• _WHAT YOU NEED TO DO_:
Filter the lines below, copying only those with the string "italic".

• _SUPPLIED INFORMATION_:
::::
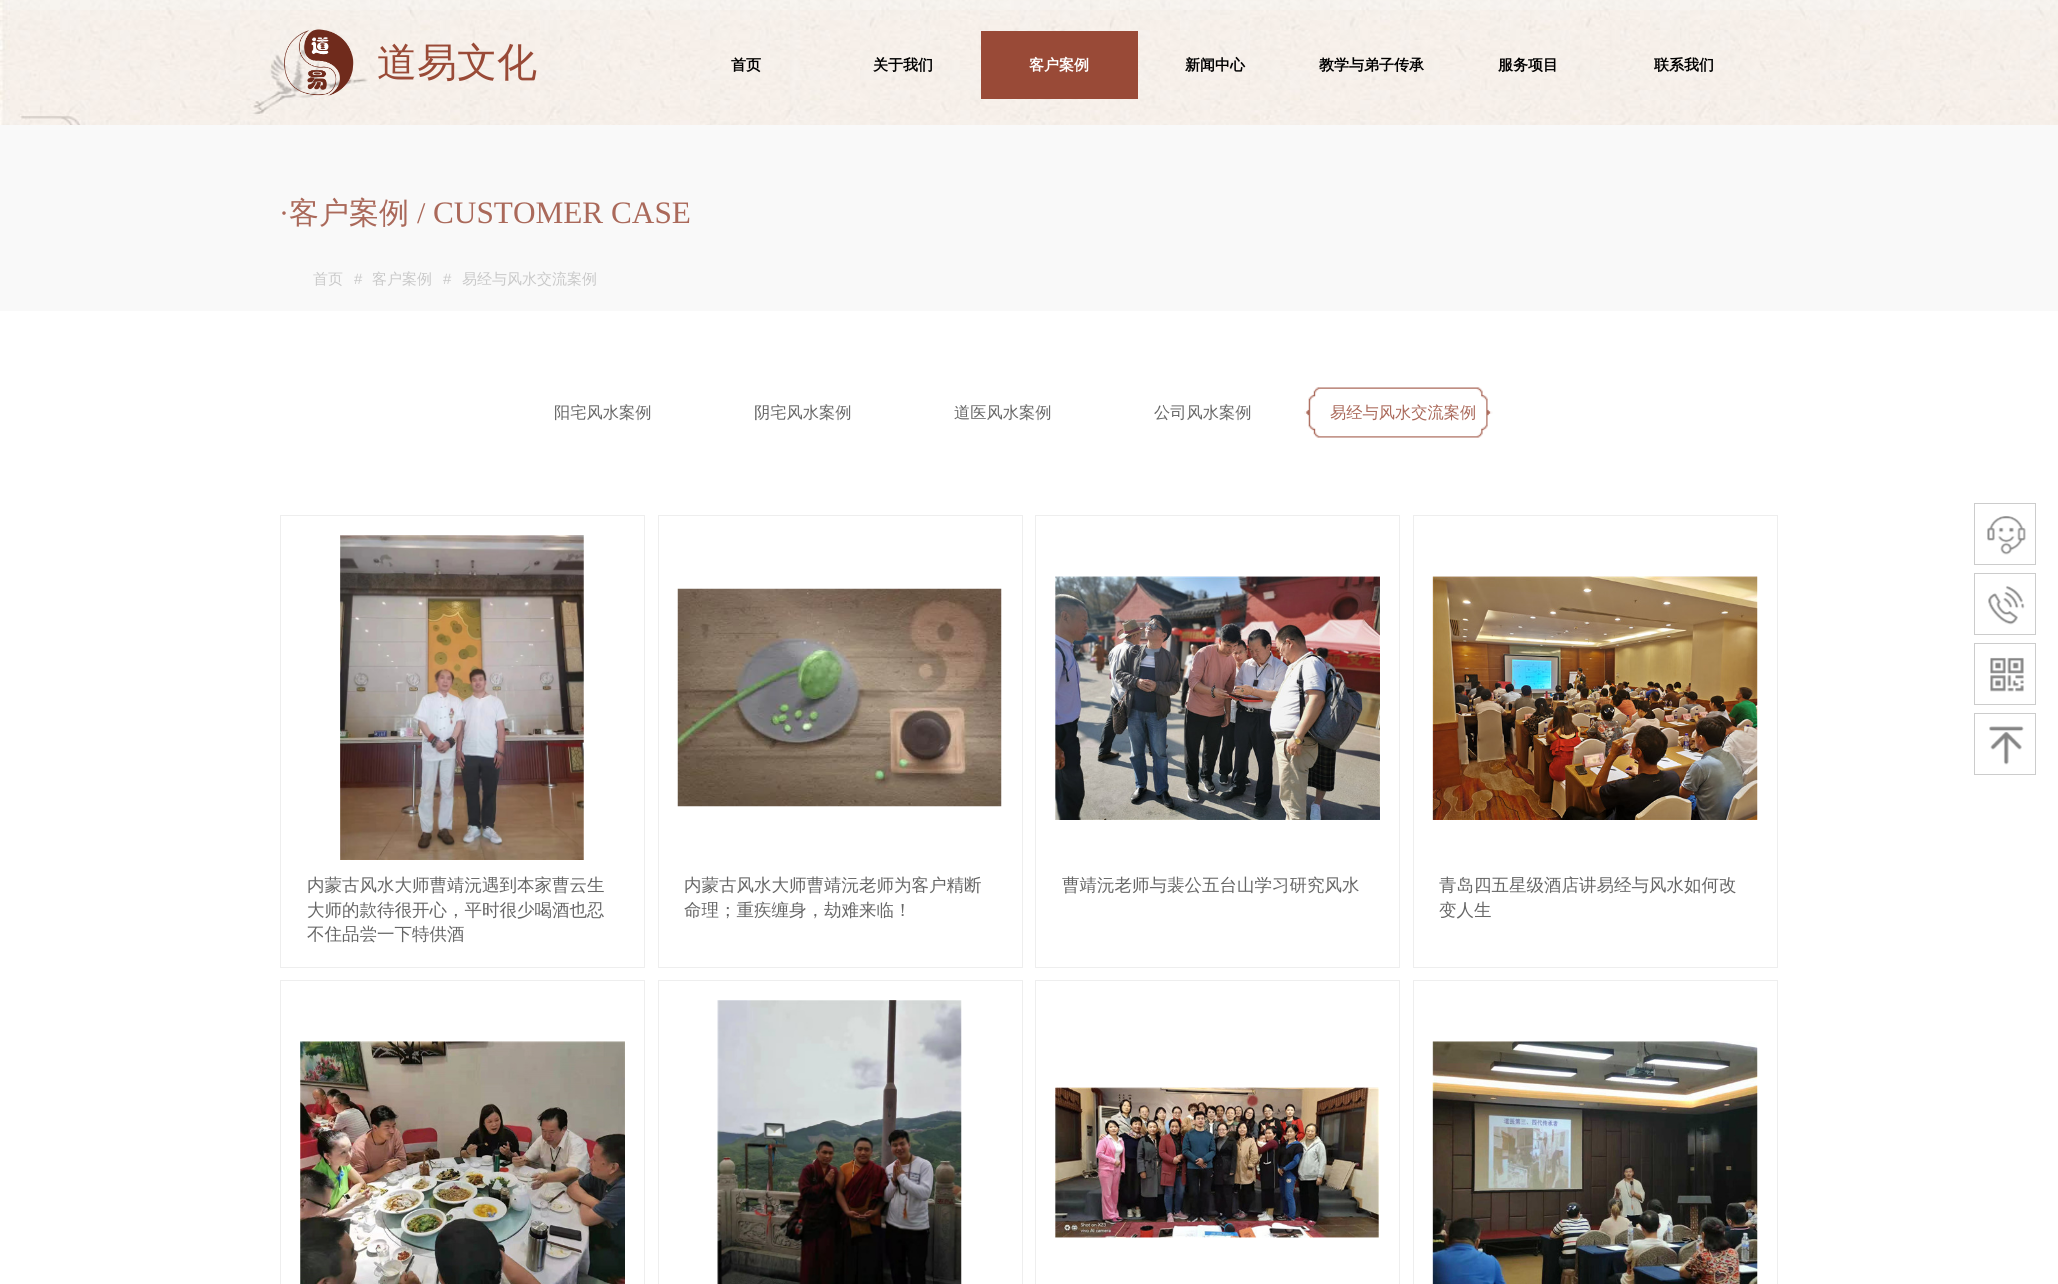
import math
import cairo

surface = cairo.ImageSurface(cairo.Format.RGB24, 2058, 1284)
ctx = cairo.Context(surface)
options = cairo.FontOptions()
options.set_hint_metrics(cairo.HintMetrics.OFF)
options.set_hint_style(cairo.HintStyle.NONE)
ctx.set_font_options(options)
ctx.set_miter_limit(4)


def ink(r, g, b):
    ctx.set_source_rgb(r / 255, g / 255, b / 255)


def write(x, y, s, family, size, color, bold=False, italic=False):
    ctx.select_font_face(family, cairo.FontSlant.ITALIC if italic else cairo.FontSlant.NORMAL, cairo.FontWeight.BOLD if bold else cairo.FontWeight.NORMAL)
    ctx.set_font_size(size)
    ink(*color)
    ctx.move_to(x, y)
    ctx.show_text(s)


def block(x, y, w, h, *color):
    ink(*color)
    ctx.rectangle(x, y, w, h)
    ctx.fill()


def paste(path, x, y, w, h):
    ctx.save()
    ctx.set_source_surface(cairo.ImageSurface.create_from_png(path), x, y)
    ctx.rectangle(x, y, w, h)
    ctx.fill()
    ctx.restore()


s1 = dict(family="WenQuanYi Zen Hei Medium", size=40, color=(153, 74, 55))
s2 = dict(family="WenQuanYi Zen Hei", size=15, color=(0, 0, 0), bold=True)
s3 = dict(family="WenQuanYi Zen Hei", size=15, color=(255, 255, 255), bold=True)
s4 = dict(family="Liberation Serif", size=30, color=(170, 105, 90))
s5 = dict(family="WenQuanYi Zen Hei Medium", size=30, color=(170, 105, 90))
s6 = dict(family="Liberation Serif", size=31.25, color=(170, 105, 90))
s7 = dict(family="WenQuanYi Zen Hei Medium", size=15, color=(201, 201, 201))
s8 = dict(family="Liberation Sans", size=15, color=(201, 201, 201))
s9 = dict(family="WenQuanYi Zen Hei Medium", size=16.25, color=(102, 102, 102))
s10 = dict(family="WenQuanYi Zen Hei Medium", size=16.25, color=(170, 105, 90))
s11 = dict(family="WenQuanYi Zen Hei Medium", size=17.5, color=(102, 102, 102))

ink(255, 255, 255)
ctx.paint()
paste("pic1.png", 0, 0, 2058, 125)
paste("pic2.png", 284, 29, 70, 67)
write(377, 76, "道易文化", **s1)
write(731, 70, "首页", **s2)
write(873, 70, "关于我们", **s2)
block(981, 31, 157, 68, 153, 74, 55)
write(1029, 70, "客户案例", **s3)
write(1185, 70, "新闻中心", **s2)
write(1319, 70, "教学与弟子传承", **s2)
write(1498, 70, "服务项目", **s2)
write(1654, 70, "联系我们", **s2)
block(0, 125, 2058, 186, 249, 249, 249)
write(279, 223, "·", **s4)
write(289, 223, "客户案例", **s5)
write(417, 223, "/", **s4)
write(433, 223, "CUSTOMER CASE", **s6)
write(313, 284, "首页", **s7)
write(354, 284, "#", **s8)
write(372, 284, "客户案例", **s7)
write(443, 284, "#", **s8)
write(462, 284, "易经与风水交流案例", **s7)
write(554, 418, "阳宅风水案例", **s9)
write(754, 418, "阴宅风水案例", **s9)
write(954, 418, "道医风水案例", **s9)
write(1154, 418, "公司风水案例", **s9)
paste("pic3.png", 1304, 387, 189, 51)
write(1330, 418, "易经与风水交流案例", **s10)
ctx.rectangle(280.5, 515.5, 364, 452)
ink(238, 238, 238)
ctx.set_line_width(1)
ctx.stroke()
paste("pic4.png", 340, 535, 244, 325)
write(307, 891, "内蒙古风水大师曹靖沅遇到本家曹云生", **s11)
write(307, 916, "大师的款待很开心，平时很少喝酒也忍", **s11)
write(307, 940, "不住品尝一下特供酒", **s11)
ctx.rectangle(658.5, 515.5, 364, 452)
ink(238, 238, 238)
ctx.stroke()
paste("pic5.png", 677, 588, 325, 219)
write(684, 891, "内蒙古风水大师曹靖沅老师为客户精断", **s11)
write(684, 916, "命理；重疾缠身，劫难来临！", **s11)
ctx.rectangle(1035.5, 515.5, 364, 452)
ink(238, 238, 238)
ctx.stroke()
paste("pic6.png", 1055, 576, 325, 244)
write(1062, 891, "曹靖沅老师与裴公五台山学习研究风水", **s11)
ctx.rectangle(1413.5, 515.5, 364, 452)
ink(238, 238, 238)
ctx.stroke()
paste("pic7.png", 1432, 576, 326, 244)
write(1439, 891, "青岛四五星级酒店讲易经与风水如何改", **s11)
write(1439, 916, "变人生", **s11)
ctx.rectangle(280.5, 980.5, 364, 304)
ink(238, 238, 238)
ctx.stroke()
paste("pic8.png", 300, 1041, 325, 243)
ctx.rectangle(658.5, 980.5, 364, 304)
ctx.stroke()
paste("pic9.png", 717, 1000, 245, 284)
ctx.rectangle(1035.5, 980.5, 364, 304)
ctx.stroke()
paste("pic10.png", 1055, 1087, 324, 151)
ctx.rectangle(1413.5, 980.5, 364, 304)
ctx.stroke()
paste("pic11.png", 1432, 1041, 326, 243)
ctx.rectangle(1974.5, 503.5, 61, 61)
ink(204, 204, 204)
ctx.stroke()
paste("pic12.png", 1987, 516, 39, 39)
ctx.rectangle(1974.5, 573.5, 61, 61)
ctx.stroke()
paste("pic13.png", 1988, 586, 37, 39)
ctx.rectangle(1974.5, 643.5, 61, 61)
ctx.stroke()
paste("pic14.png", 1990, 657, 34, 35)
ctx.rectangle(1974.5, 713.5, 61, 61)
ctx.stroke()
paste("pic15.png", 1989, 726, 35, 39)
surface.write_to_png("screenshot.png")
::::
• _ANSWER TO THIS TASK_:
def write(x, y, s, family, size, color, bold=False, italic=False):
    ctx.select_font_face(family, cairo.FontSlant.ITALIC if italic else cairo.FontSlant.NORMAL, cairo.FontWeight.BOLD if bold else cairo.FontWeight.NORMAL)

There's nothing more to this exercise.